Grace: disposition to, or an act or instance of, kindness, courtesy, or clemency; mercy, pardon; a special favor; the quality or state of being considerate or thoughtful. (Merriam-Webster.com)
We talk about God’s grace, a dancer’s grace and being in someone’s good graces but we rarely use grace within a committed partner relationship or parent-child relationship. It’s really too bad that we aren’t talking about and acting on grace in these ways. Think about it, when you have messed up don’t you want someone to extend mercy or kindness? In your relationships isn’t it always nicer when someone approaches you from a place of being considerate or thoughtful?
I read a lot of other blogs and articles so I see people talking about extending grace toward kids in parenting, even if they aren’t actually calling it that. So for now, I want to focus on grace in committed relationships.
What the heck does grace even look like in a committed relationship? Well, most people naturally are gracious toward a partner early on in dating relationships but we tend to call that putting our best foot forward. It means giving someone the benefit of the doubt when there’s a choice to be made about whether the other person intended to be thoughtless, selfish or rude or whether they were just distracted or busy.
Grace means paying attention to the words you use in how you speak to your partner, about your partner and in your own head when you think about your relationship. As humans, we are ALL going to make repeated mistakes and we will all hurt other people (hopefully not intentionally). In my mind, grace is a form of forgiveness and acceptance that we are all flawed.
I can already hear objections that go along the lines of this: “But what if my partner keeps doing the same rotten thing over and over?” “Shouldn’t I have any expectations that my partner isn’t always distracted or busy but instead is thoughtful and giving to me sometimes too?!” Yeah, you know something like that was starting to bubble up when you think about your partner’s aggravating behaviors. Grace sounds awesome when it’s given to us but extending the grace, hey, that’s another story!
Grace and having expectations of working out trouble spots can go together just fine. In fact, when both partners are coming from a place of grace, smoothing out the rough spots goes better. Grace as an act of courtesy means that when we ask our partners to change their behaviors we are thinking about timing for discussions and how we phrase our requests. In a couple, as we are both working on things we do that make the other crazy, grace means being merciful in our judgements about how well the other person is doing and whether we look for what’s working instead of what’s not.

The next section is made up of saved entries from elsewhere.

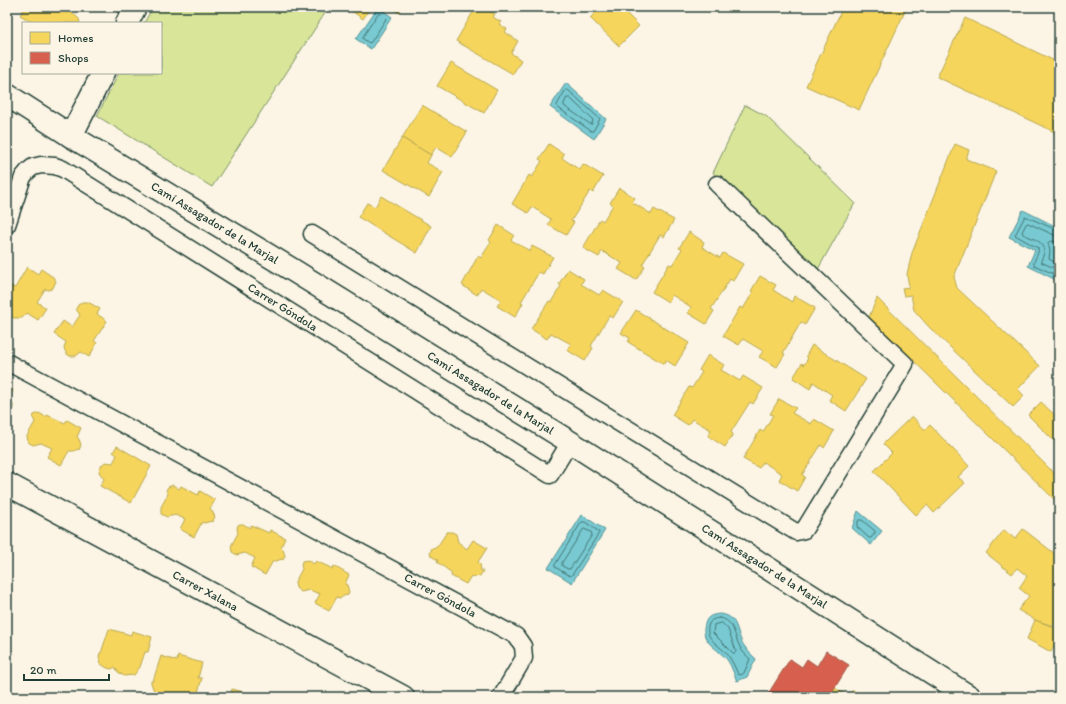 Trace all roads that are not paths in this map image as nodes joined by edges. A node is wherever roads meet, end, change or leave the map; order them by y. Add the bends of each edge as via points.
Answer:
1 (135, 7) edge
2 (128, 22) edge
3 (102, 74) edge
4 (7, 95) edge
5 (71, 136) junction
6 (717, 184) dead end
7 (7, 225) edge
8 (312, 234) dead end
9 (7, 362) edge
10 (570, 442) junction
11 (7, 484) edge
12 (403, 697) edge
13 (502, 697) edge
14 (970, 697) edge

1 - 2 street
3 - 5 street
4 - 5 street, Camí Assagador de la Marjal
5 - 10 street, Camí Assagador de la Marjal
6 - 8 lane via 905,364 804,530 796,532
7 - 10 lane, Carrer Góndola via 23,177 34,167 41,165 63,169 550,476
9 - 13 lane, Carrer Góndola via 516,636 523,646 524,658
10 - 14 street, Camí Assagador de la Marjal
11 - 12 street, Carrer Xalana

As an ongoing state of being, grace as thoughtfulness and consideration means we don’t just think about ourselves. It means we think about how our actions will affect other people whether it’s something small and mundane, like hitting the snooze button repeatedly when you get up earlier than your partner, or whether it’s big like making a solo decision that will matter in your partner’s life too.
There are a lot of definitions for grace at the top of this page. In relationships, I think the most important ones are clemency, mercy and forgiveness. So, when your partner forgets to do something promised or says something in a heated moment or is just walking around in a really crabby mood, extend grace in your heart first and then in your words. You would want them to do the same for you. I know I would.